# What to produce
Leave the images out, and otherwise write out each entry exactly.

[Stored data]
'''

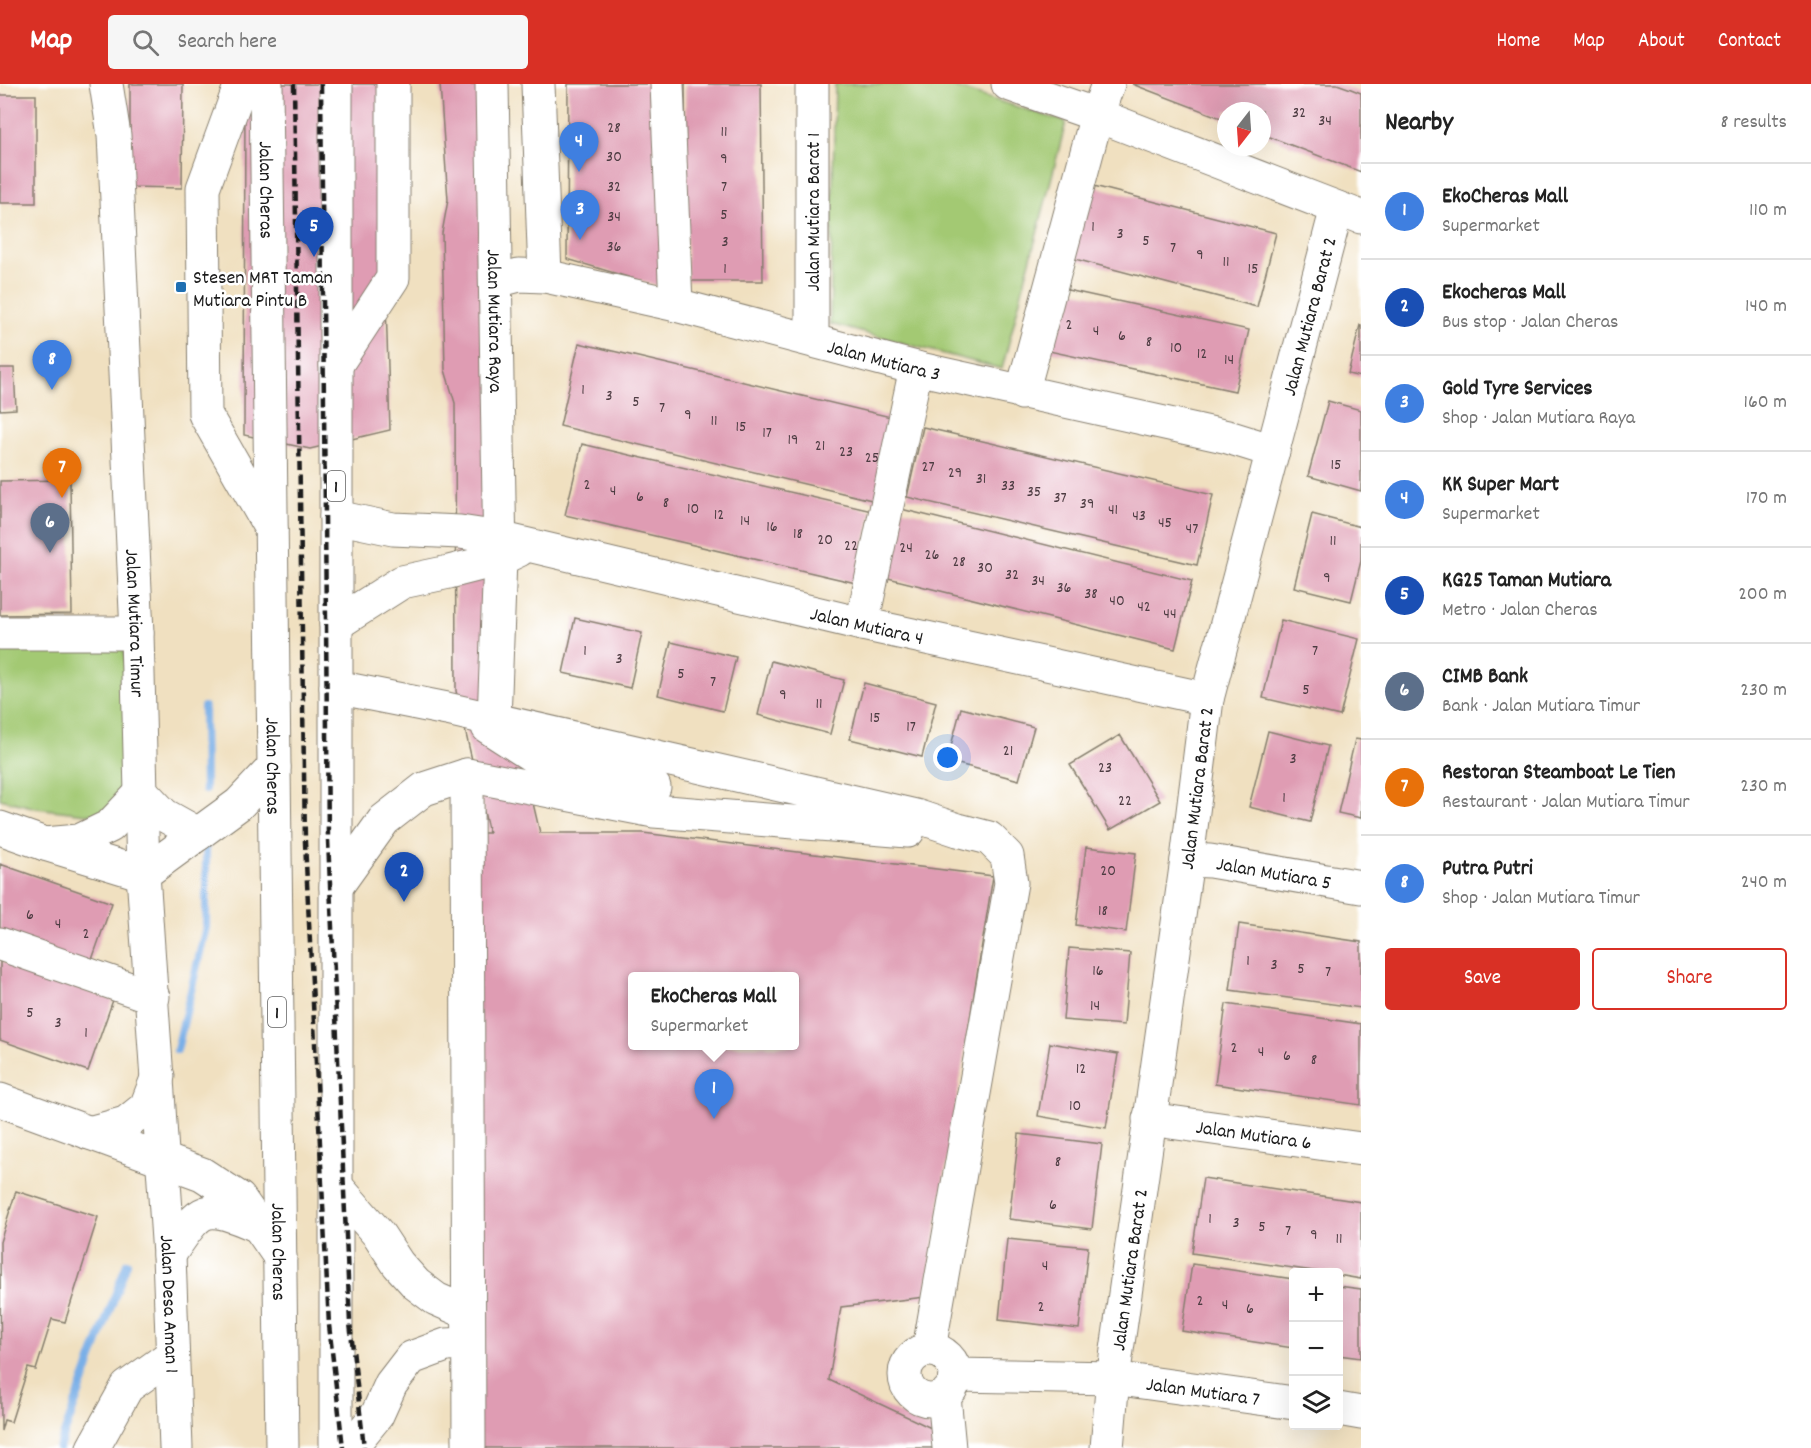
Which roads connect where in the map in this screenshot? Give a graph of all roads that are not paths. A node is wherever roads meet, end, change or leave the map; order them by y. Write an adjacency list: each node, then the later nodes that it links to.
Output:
1 (106, 84): 28 (main road, Jalan Mutiara Timur)
2 (241, 84): 23 (main road)
3 (266, 84): 23 (main road, Jalan Cheras / 1)
4 (336, 84): 18 (main road, 1)
5 (393, 84): 18 (main road)
6 (492, 84): 15 (main road, Jalan Mutiara Raya)
7 (538, 84): 14 (main road)
8 (667, 84): 16 (main road)
9 (812, 84): 17 (main road, Jalan Mutiara Barat 1)
10 (1008, 84): 12 (main road)
11 (1108, 84): 12 (main road)
12 (1097, 116): 13 (main road); 20 (main road)
13 (1349, 213): 21 (main road, Jalan Mutiara Barat 2)
14 (545, 276): 15 (main road, Jalan Mutiara 3); 16 (main road, Jalan Mutiara 3)
15 (496, 281): 24 (main road, Jalan Mutiara Raya)
16 (676, 305): 17 (main road, Jalan Mutiara 3)
17 (812, 340): 19 (main road, Jalan Mutiara 3)
18 (336, 365): 22 (main road, 1)
19 (916, 368): 20 (main road, Jalan Mutiara 3); 26 (main road)
20 (1023, 393): 21 (main road, Jalan Mutiara 3)
21 (1273, 451): 30 (main road, Jalan Mutiara Barat 2)
22 (336, 517): 24 (main road, Jalan Mutiara 4); 25 (main road, 1)
23 (271, 529): 32 (main road, Jalan Cheras / 1)
24 (510, 548): 25 (main road, Jalan Mutiara 4); 26 (main road, Jalan Mutiara 4); 31 (main road, Jalan Mutiara Raya)
25 (336, 624): 29 (main road, 1)
26 (862, 624): 30 (main road, Jalan Mutiara 4)
27 (0, 633): 28 (main road)
28 (137, 633): 35 (main road, Jalan Mutiara Timur)
29 (336, 687): 31 (main road); 43 (main road, 1)
30 (1208, 699): 40 (main road, Jalan Mutiara Barat 2)
31 (481, 717): 34 (main road); 37 (main road)
32 (274, 767): 38 (main road); 55 (main road, Jalan Cheras / 1)
33 (467, 775): 37 (main road); 43 (main road); 56 (main road)
34 (654, 787)
35 (142, 792): 38 (main road); 39 (main road); 41 (main road, Jalan Mutiara Timur)
36 (0, 828): 39 (main road)
37 (958, 830): 57 (main road)
38 (198, 834): 41 (main road)
39 (45, 844): 41 (main road)
40 (1187, 860): 42 (main road, Jalan Mutiara 5); 48 (main road, Jalan Mutiara Barat 2)
41 (143, 874): 45 (main road, Jalan Mutiara Timur)
42 (1361, 887)
43 (336, 888): 52 (main road, 1)
44 (0, 944): 45 (main road)
45 (153, 997): 46 (main road, Jalan Mutiara Timur)
46 (158, 1076): 49 (main road); 51 (main road, Jalan Mutiara Timur)
47 (0, 1100): 49 (main road)
48 (1149, 1119): 50 (main road, Jalan Mutiara 6); 59 (main road, Jalan Mutiara Barat 2)
49 (89, 1133): 51 (main road)
50 (1361, 1149)
51 (163, 1161): 53 (main road); 54 (main road, Jalan Desa Aman 1)
52 (336, 1186): 56 (main road); 67 (main road, 1)
53 (258, 1226): 54 (main road); 55 (main road)
54 (169, 1255): 58 (main road, Jalan Desa Aman 1)
55 (280, 1257): 66 (main road, Jalan Cheras / 1)
56 (468, 1328): 68 (main road); 69 (main road)
57 (929, 1349): 60 (main road); 60 (main road)
58 (172, 1355): 64 (main road); 65 (main road, Jalan Desa Aman 1)
59 (1113, 1378): 60 (main road, Jalan Mutiara 7); 61 (main road, Jalan Mutiara 7); 71 (main road, Jalan Mutiara Barat 2)
60 (950, 1386): 70 (main road)
61 (1289, 1402)
62 (1343, 1410): 63 (main road)
63 (1361, 1413)
64 (93, 1448)
65 (176, 1448)
66 (282, 1448)
67 (336, 1448)
68 (350, 1448)
69 (469, 1448)
70 (949, 1448)
71 (1107, 1448)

'''

# Task output
Which roads connect where in the map in this screenshot? Give a graph of all roads that are not paths. A node is wherever roads meet, end, change or leave the map; order them by y. Write an adjacency list: each node, then the later nodes that it links to.
Output:
1 (106, 84): 28 (main road, Jalan Mutiara Timur)
2 (241, 84): 23 (main road)
3 (266, 84): 23 (main road, Jalan Cheras / 1)
4 (336, 84): 18 (main road, 1)
5 (393, 84): 18 (main road)
6 (492, 84): 15 (main road, Jalan Mutiara Raya)
7 (538, 84): 14 (main road)
8 (667, 84): 16 (main road)
9 (812, 84): 17 (main road, Jalan Mutiara Barat 1)
10 (1008, 84): 12 (main road)
11 (1108, 84): 12 (main road)
12 (1097, 116): 13 (main road); 20 (main road)
13 (1349, 213): 21 (main road, Jalan Mutiara Barat 2)
14 (545, 276): 15 (main road, Jalan Mutiara 3); 16 (main road, Jalan Mutiara 3)
15 (496, 281): 24 (main road, Jalan Mutiara Raya)
16 (676, 305): 17 (main road, Jalan Mutiara 3)
17 (812, 340): 19 (main road, Jalan Mutiara 3)
18 (336, 365): 22 (main road, 1)
19 (916, 368): 20 (main road, Jalan Mutiara 3); 26 (main road)
20 (1023, 393): 21 (main road, Jalan Mutiara 3)
21 (1273, 451): 30 (main road, Jalan Mutiara Barat 2)
22 (336, 517): 24 (main road, Jalan Mutiara 4); 25 (main road, 1)
23 (271, 529): 32 (main road, Jalan Cheras / 1)
24 (510, 548): 25 (main road, Jalan Mutiara 4); 26 (main road, Jalan Mutiara 4); 31 (main road, Jalan Mutiara Raya)
25 (336, 624): 29 (main road, 1)
26 (862, 624): 30 (main road, Jalan Mutiara 4)
27 (0, 633): 28 (main road)
28 (137, 633): 35 (main road, Jalan Mutiara Timur)
29 (336, 687): 31 (main road); 43 (main road, 1)
30 (1208, 699): 40 (main road, Jalan Mutiara Barat 2)
31 (481, 717): 34 (main road); 37 (main road)
32 (274, 767): 38 (main road); 55 (main road, Jalan Cheras / 1)
33 (467, 775): 37 (main road); 43 (main road); 56 (main road)
34 (654, 787)
35 (142, 792): 38 (main road); 39 (main road); 41 (main road, Jalan Mutiara Timur)
36 (0, 828): 39 (main road)
37 (958, 830): 57 (main road)
38 (198, 834): 41 (main road)
39 (45, 844): 41 (main road)
40 (1187, 860): 42 (main road, Jalan Mutiara 5); 48 (main road, Jalan Mutiara Barat 2)
41 (143, 874): 45 (main road, Jalan Mutiara Timur)
42 (1361, 887)
43 (336, 888): 52 (main road, 1)
44 (0, 944): 45 (main road)
45 (153, 997): 46 (main road, Jalan Mutiara Timur)
46 (158, 1076): 49 (main road); 51 (main road, Jalan Mutiara Timur)
47 (0, 1100): 49 (main road)
48 (1149, 1119): 50 (main road, Jalan Mutiara 6); 59 (main road, Jalan Mutiara Barat 2)
49 (89, 1133): 51 (main road)
50 (1361, 1149)
51 (163, 1161): 53 (main road); 54 (main road, Jalan Desa Aman 1)
52 (336, 1186): 56 (main road); 67 (main road, 1)
53 (258, 1226): 54 (main road); 55 (main road)
54 (169, 1255): 58 (main road, Jalan Desa Aman 1)
55 (280, 1257): 66 (main road, Jalan Cheras / 1)
56 (468, 1328): 68 (main road); 69 (main road)
57 (929, 1349): 60 (main road); 60 (main road)
58 (172, 1355): 64 (main road); 65 (main road, Jalan Desa Aman 1)
59 (1113, 1378): 60 (main road, Jalan Mutiara 7); 61 (main road, Jalan Mutiara 7); 71 (main road, Jalan Mutiara Barat 2)
60 (950, 1386): 70 (main road)
61 (1289, 1402)
62 (1343, 1410): 63 (main road)
63 (1361, 1413)
64 (93, 1448)
65 (176, 1448)
66 (282, 1448)
67 (336, 1448)
68 (350, 1448)
69 (469, 1448)
70 (949, 1448)
71 (1107, 1448)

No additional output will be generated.